Mr. Finch blieb hartnäckig: »Ihre Tochter ist am Apparat!«
Meine Tochter? Das glaubt er ja selber nicht. Nach einem langen Zögern rief Jessica: »Sagen Sie meiner Tochter, sie möge mich doch auf dem Handy anrufen!«
»Ihr Handy funktioniert auch nicht! Wahrscheinlich ist es abgestellt!«, schrie Mr. Finch. »Kommen Sie doch mit und fragen Sie Ihre Tochter selbst!«
Sie überlegte hin und her. Konnte das stimmen? War bei ihr zu Hause etwas passiert? Brauchte ihre Tochter ganz dringend ihre Hilfe?
Nein, bestimmt nicht. Er will mich doch nur zu sich locken, wie ein Kinderschänder. Rasch ging sie zum Telefonapparat und hob den Hörer ab. Nichts. Das Telefon war tatsächlich tot. Dann suchte sie ihr Handy. Es war weder in ihrer Handtasche noch in ihrer Manteltasche. Sie überlegte krampfhaft, wann sie das Handy zuletzt gesehen hatte. Sie konnte sich nicht erinnern.
»Kommen Sie doch mit!«, schrie Mr.
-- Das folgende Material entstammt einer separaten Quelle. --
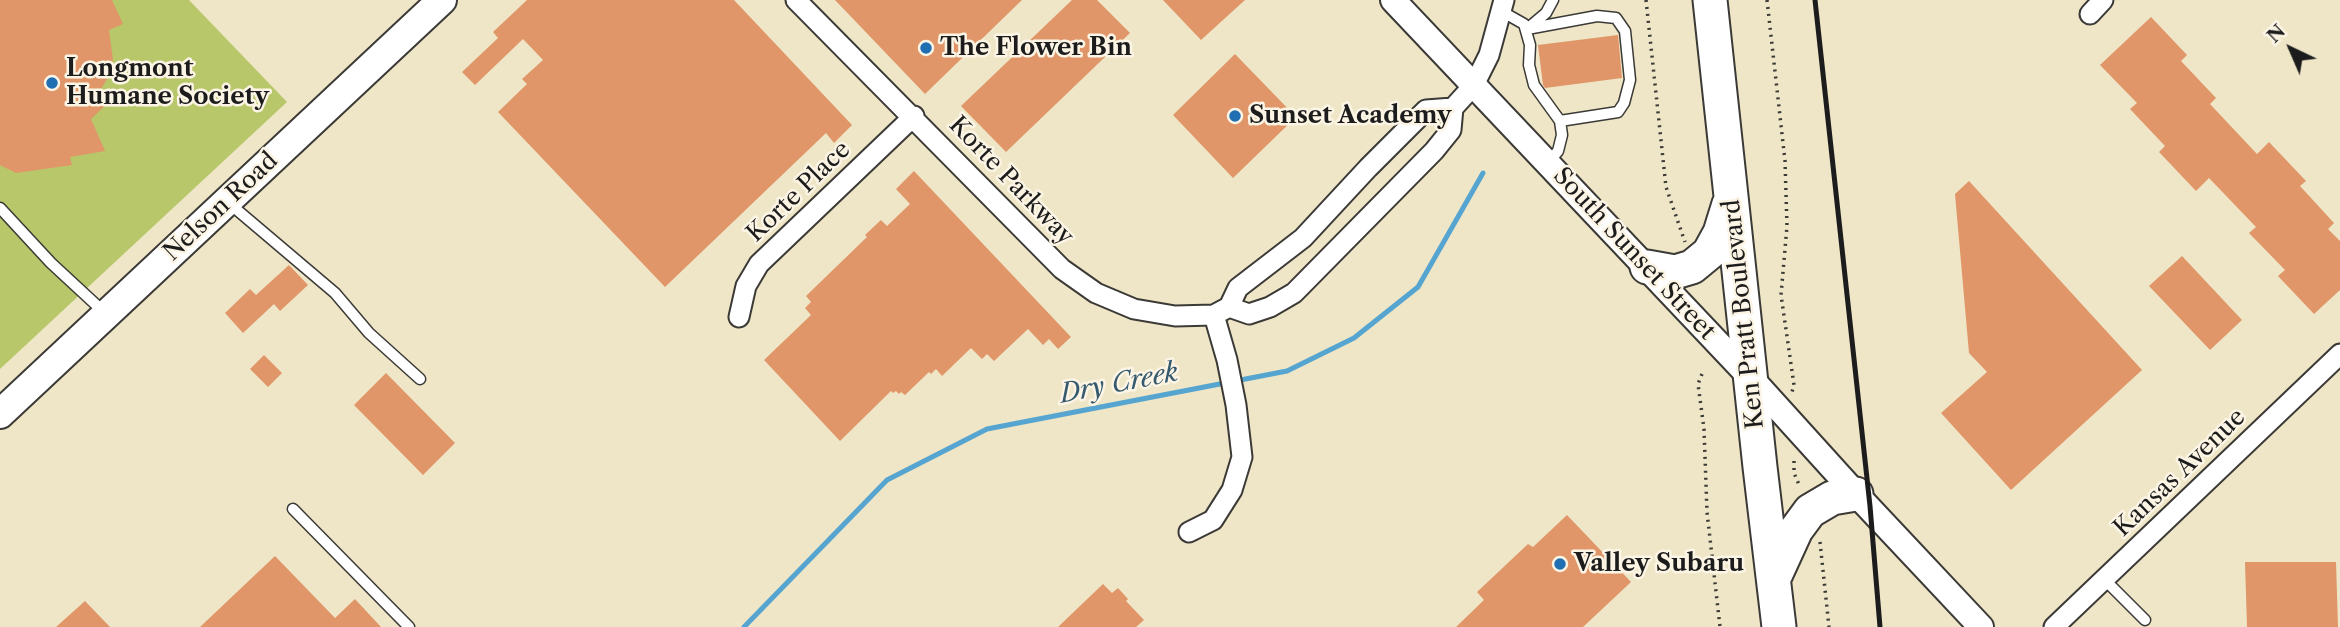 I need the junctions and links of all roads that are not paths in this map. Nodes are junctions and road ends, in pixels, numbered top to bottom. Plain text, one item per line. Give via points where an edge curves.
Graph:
1 (442, 0) edge
2 (796, 0) edge
3 (1393, 0) edge
4 (1553, 0) edge
5 (1710, 0) edge
6 (1503, 5) edge
7 (1527, 29) junction
8 (1474, 85) junction
9 (1453, 107) junction
10 (914, 116) junction
11 (1560, 121) junction
12 (1548, 163) junction
13 (1732, 195) junction
14 (227, 201) junction
15 (0, 208) edge
16 (1647, 267) junction
17 (1222, 311) junction
18 (105, 313) junction
19 (739, 317) dead end
20 (2340, 354) edge
21 (1750, 377) junction
22 (420, 379) dead end
23 (0, 414) edge
24 (1856, 494) junction
25 (293, 509) dead end
26 (1888, 527) dead end
27 (1189, 532) dead end
28 (1774, 578) junction
29 (2104, 579) junction
30 (1959, 603) junction
31 (2145, 620) dead end
32 (409, 627) edge
33 (1779, 627) edge
34 (1981, 627) edge
35 (2053, 627) edge

1 - 14 main road, Nelson Road
2 - 10 street, Korte Parkway
3 - 8 street, South Sunset Street
4 - 7 lane
5 - 13 highway, Ken Pratt Boulevard
6 - 7 lane
6 - 8 street, Korte Parkway via 1489,55
7 - 11 lane via 1530,75
7 - 11 lane via 1597,16 1616,18 1625,31 1630,80 1618,112
8 - 9 street, Korte Parkway
8 - 12 street, South Sunset Street
9 - 17 street via 1426,110 1303,238 1238,288
9 - 17 street, Korte Parkway via 1451,130 1434,151 1294,293 1249,314
10 - 17 street, Korte Parkway via 1062,269 1096,293 1134,309 1175,316
10 - 19 street, Korte Place via 759,264 746,286
11 - 12 lane via 1558,151
12 - 16 street, South Sunset Street
13 - 16 highway via 1709,253 1692,267 1675,272
13 - 21 highway, Ken Pratt Boulevard
14 - 18 main road, Nelson Road
14 - 22 lane via 335,293
15 - 18 lane
16 - 21 street, South Sunset Street
17 - 27 street via 1242,457 1232,490 1213,520
18 - 23 main road, Nelson Road
20 - 29 street, Kansas Avenue
21 - 24 street, South Sunset Street
21 - 28 highway, Ken Pratt Boulevard
24 - 28 highway via 1832,498 1810,511
24 - 30 street, South Sunset Street
25 - 32 lane
26 - 30 street, South Sunset Street
28 - 33 highway, Ken Pratt Boulevard
29 - 31 lane
29 - 35 street, Kansas Avenue
30 - 34 street, South Sunset Street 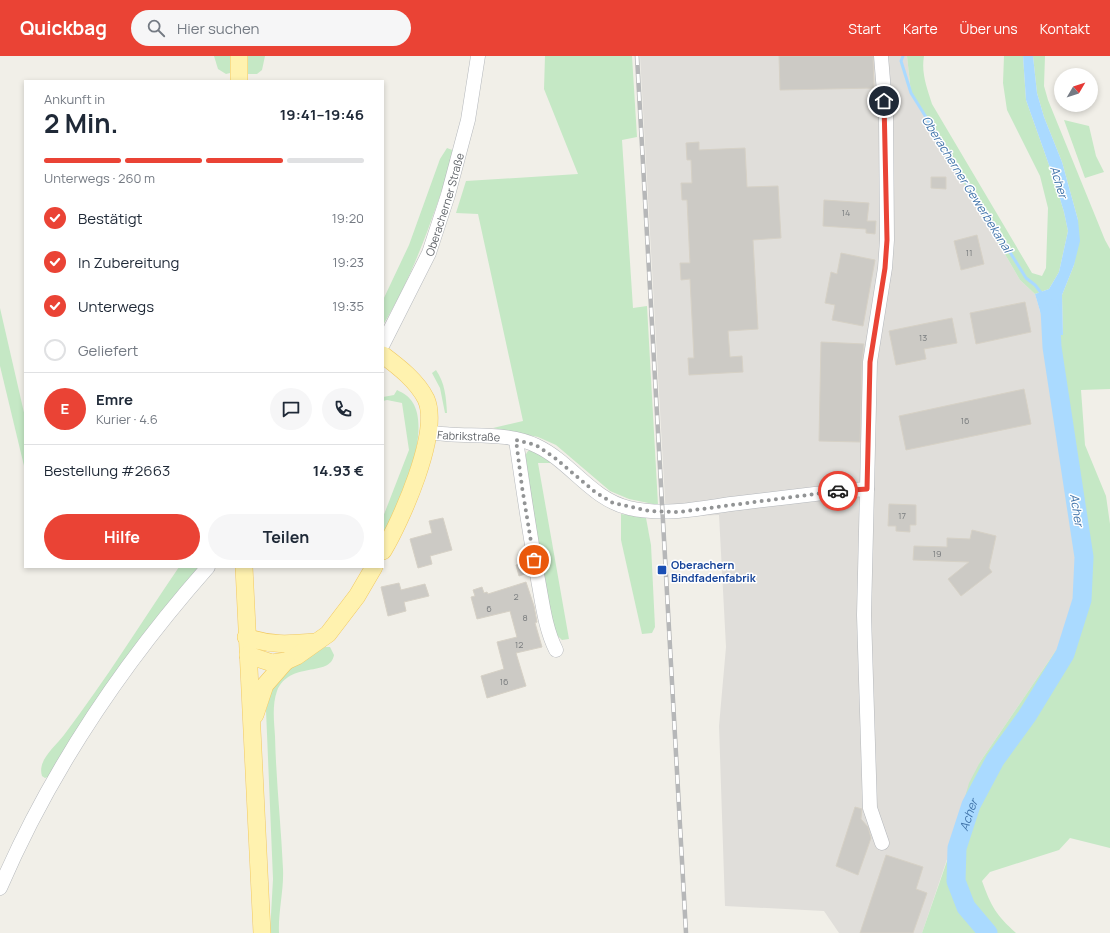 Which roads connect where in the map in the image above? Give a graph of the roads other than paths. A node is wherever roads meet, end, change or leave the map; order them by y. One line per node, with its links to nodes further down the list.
1 (239, 56): 4 (main road)
2 (478, 56): 5 (street, Oberacherner Straße)
3 (881, 56): 9 (street)
4 (239, 80)
5 (384, 342)
6 (384, 357): 7 (main road)
7 (429, 432): 8 (street, Fabrikstraße); 10 (main road)
8 (516, 440): 9 (street, Fabrikstraße); 16 (street)
9 (867, 489): 20 (street)
10 (384, 549)
11 (207, 568): 21 (street)
12 (244, 568): 14 (main road)
13 (373, 568): 15 (main road)
14 (246, 637): 15 (main road); 17 (main road)
15 (316, 642): 18 (main road)
16 (556, 650)
17 (248, 655): 18 (main road); 19 (main road)
18 (286, 661): 19 (main road)
19 (252, 725): 22 (main road)
20 (882, 843)
21 (0, 888)
22 (262, 933) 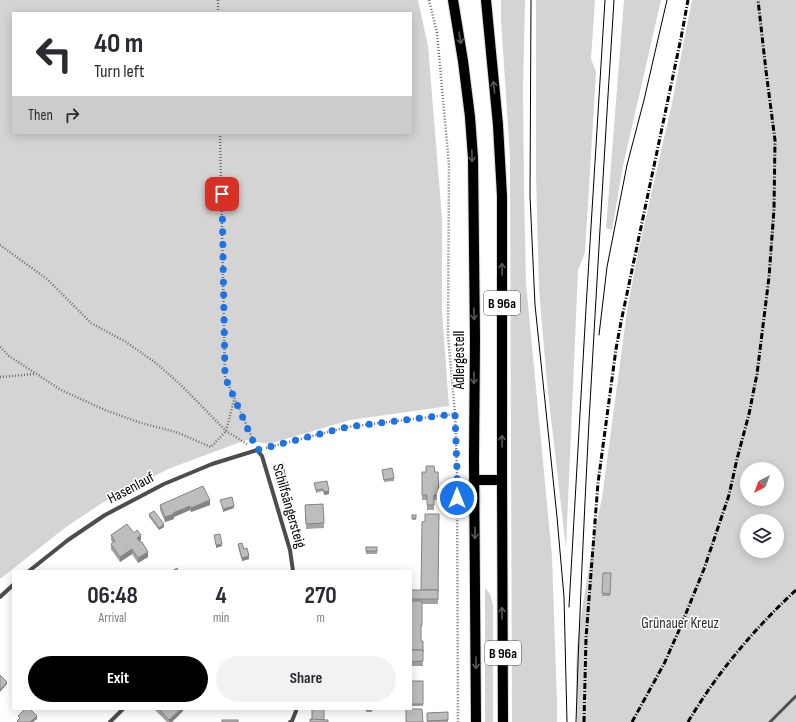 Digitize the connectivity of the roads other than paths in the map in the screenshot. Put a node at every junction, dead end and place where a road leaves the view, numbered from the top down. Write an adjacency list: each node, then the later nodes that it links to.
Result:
1 (453, 0): 4 (main road, Adlergestell / B 96a, one-way to 4)
2 (486, 0): 5 (main road, B 96a, one-way to 2)
3 (257, 450): 6 (street, Hasenlauf); 7 (street, Schilfsängersteig)
4 (475, 480): 5 (main road); 15 (main road, Adlergestell / B 96a, one-way to 15)
5 (502, 480): 16 (main road, B 96a, one-way to 5)
6 (30, 570)
7 (293, 570)
8 (12, 586): 9 (street)
9 (0, 597)
10 (796, 696): 17 (lane)
11 (122, 710): 13 (street)
12 (296, 710): 14 (street)
13 (110, 722)
14 (290, 722)
15 (476, 722)
16 (503, 722)
17 (770, 722) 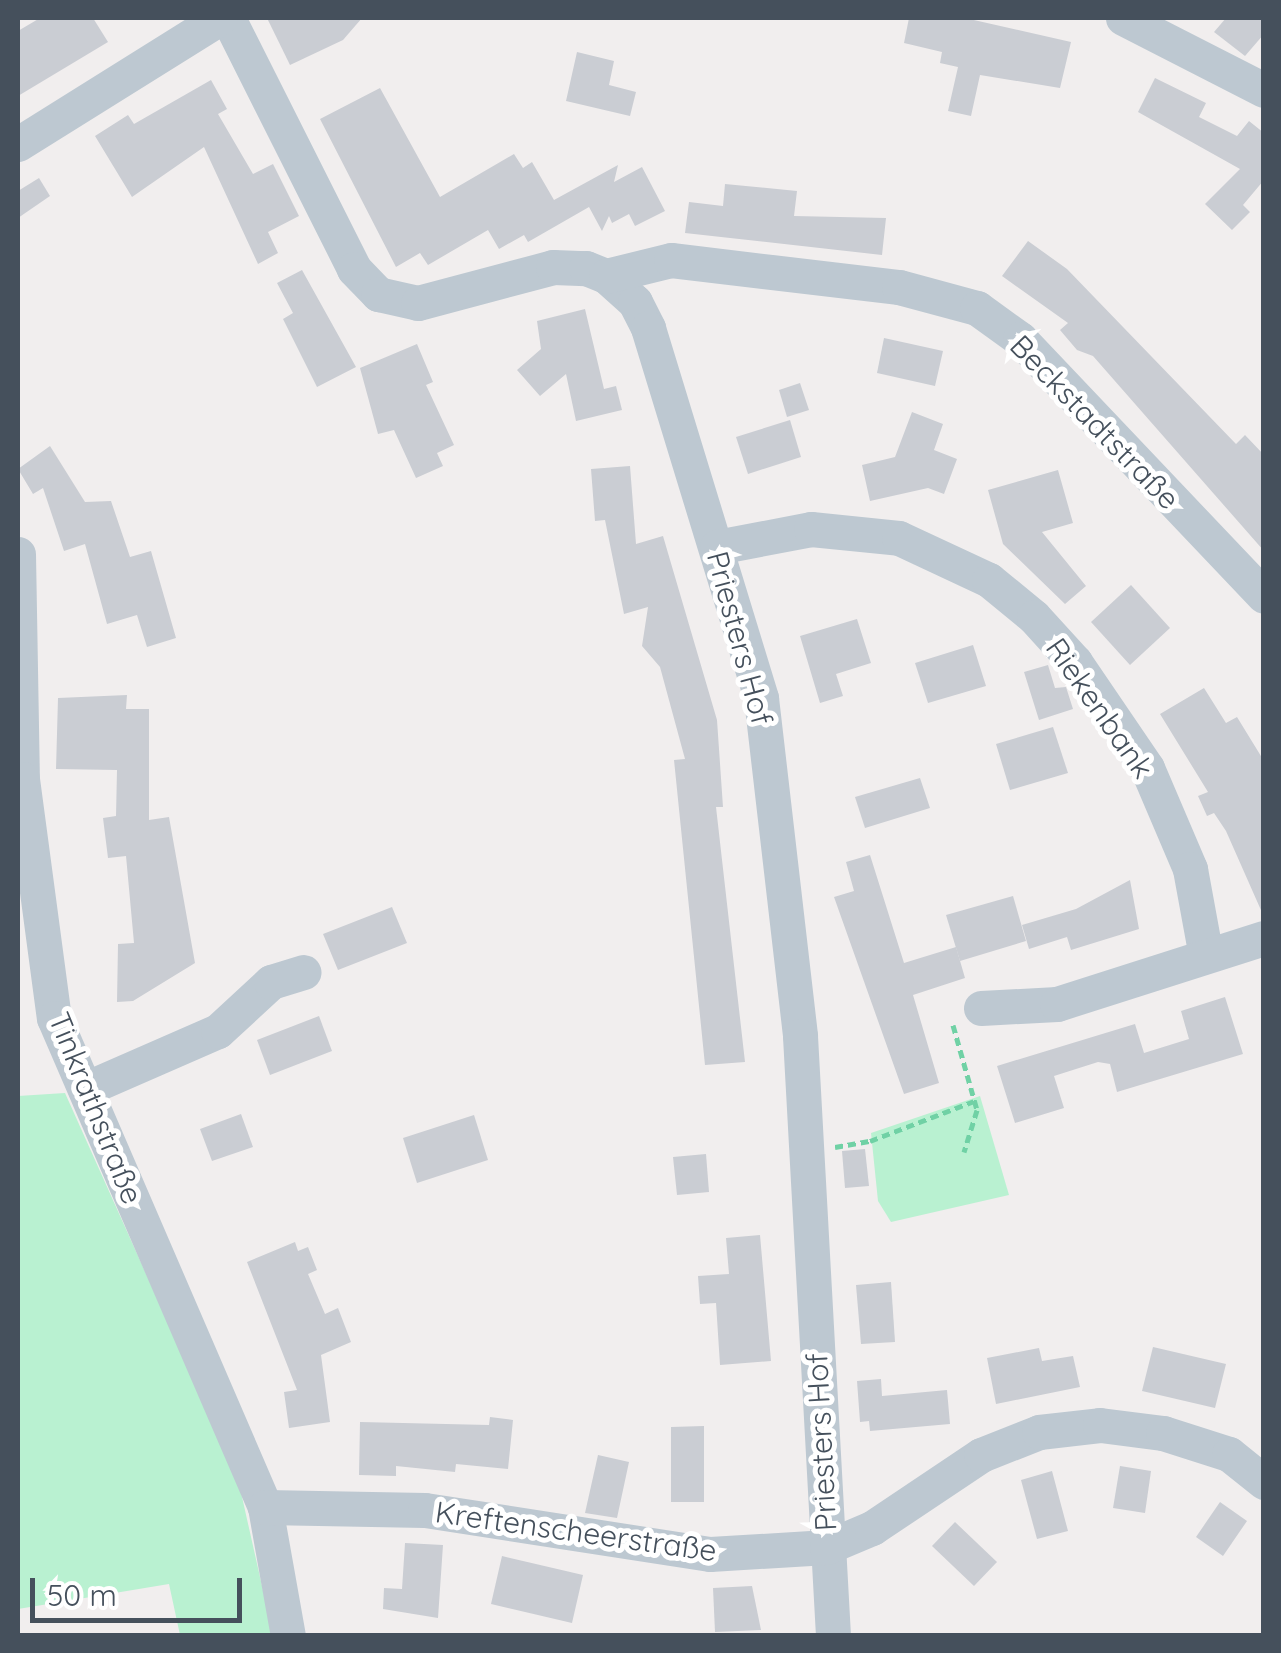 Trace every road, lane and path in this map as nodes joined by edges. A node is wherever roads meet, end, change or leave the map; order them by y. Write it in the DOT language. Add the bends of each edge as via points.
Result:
graph roads {
  1 [pos="220,18"];
  2 [pos="228,18"];
  3 [pos="1123,18"];
  4 [pos="1264,90"];
  5 [pos="18,144"];
  6 [pos="606,276"];
  7 [pos="717,547"];
  8 [pos="18,554"];
  9 [pos="1264,596"];
  10 [pos="1264,938"];
  11 [pos="1206,956"];
  12 [pos="304,972"];
  13 [pos="965,1008"];
  14 [pos="86,1089"];
  15 [pos="974,1101"];
  16 [pos="830,1148"];
  17 [pos="964,1152"];
  18 [pos="1264,1482"];
  19 [pos="265,1506"];
  20 [pos="826,1548"];
  21 [pos="288,1636"];
  22 [pos="833,1636"];
  1 -- 5 [label="street"];
  2 -- 6 [label="street" via="354,269 378,294 418,303 552,267"];
  3 -- 4 [label="street"];
  6 -- 7 [label="street, Priesters Hof" via="635,302 648,328"];
  6 -- 9 [label="street, Beckstadtstraße" via="671,260 899,287 977,308 1020,339"];
  7 -- 11 [label="street, Riekenbank" via="811,529 899,538 989,580 1034,617 1075,662 1147,768 1190,869"];
  7 -- 20 [label="street, Priesters Hof" via="761,698 790,922"];
  8 -- 14 [label="street, Tinkrathstraße" via="25,797 54,1018"];
  10 -- 11 [label="street"];
  11 -- 13 [label="street" via="1058,1004"];
  12 -- 14 [label="street" via="271,982 218,1031"];
  13 -- 15 [label="path"];
  14 -- 19 [label="street, Tinkrathstraße"];
  15 -- 16 [label="path" via="870,1141"];
  15 -- 17 [label="path"];
  18 -- 20 [label="street, Kreftenscheerstraße" via="1229,1454 1163,1434 1100,1425 1039,1432 981,1455 872,1528"];
  19 -- 20 [label="street, Kreftenscheerstraße" via="426,1510 710,1554"];
  19 -- 21 [label="street, Tinkrathstraße"];
  20 -- 22 [label="street, Priesters Hof"];
}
Finch und klopfte erneut heftig gegen die Glasscheibe.
Kommen Sie doch mit, schoss es ihr durch den Kopf. Sie hatte ein Déjà-vu. Dieser Satz kam ihr plötzlich so bekannt vor. Wo hatte sie das schon einmal gehört?
»Gut, wie Sie wollen!«, rief Mr. Finch beleidigt. »Dann eben nicht!«
Einen Moment später hörte Jessica, wie eine Autotür zugeschlagen wurde, ein Motor aufheulte und sekundenlang die absolute Stille überdeckte.
Das Motorengeräusch verklang in der Ferne und Jessica lief aufgeregt im Wohnzimmer auf und ab.
Was soll ich jetzt tun? In Jessicas Kopf fing es an zu spuken. Sie hatte Angst den Verstand zu verlieren.
Sie fing an ihr Handy zu suchen, jedoch ohne Erfolg. Es war spurlos verschwunden.
Dafür war sie auf die Zigaretten gestossen, die sie am Morgen gekauft hatte. Mit zitternden Händen öffnete sie eine Packung, holte Streichhölzer, die auf dem Kamin lagen, und zündete sich eine Zigarette an. Sie zog so heftig daran, dass es ihr dabei schwindlig wurde und sie sich hinsetzen musste. Wahrscheinlich lag es aber auch daran, dass ihr Körper mit Nikotinpflastern übersät war.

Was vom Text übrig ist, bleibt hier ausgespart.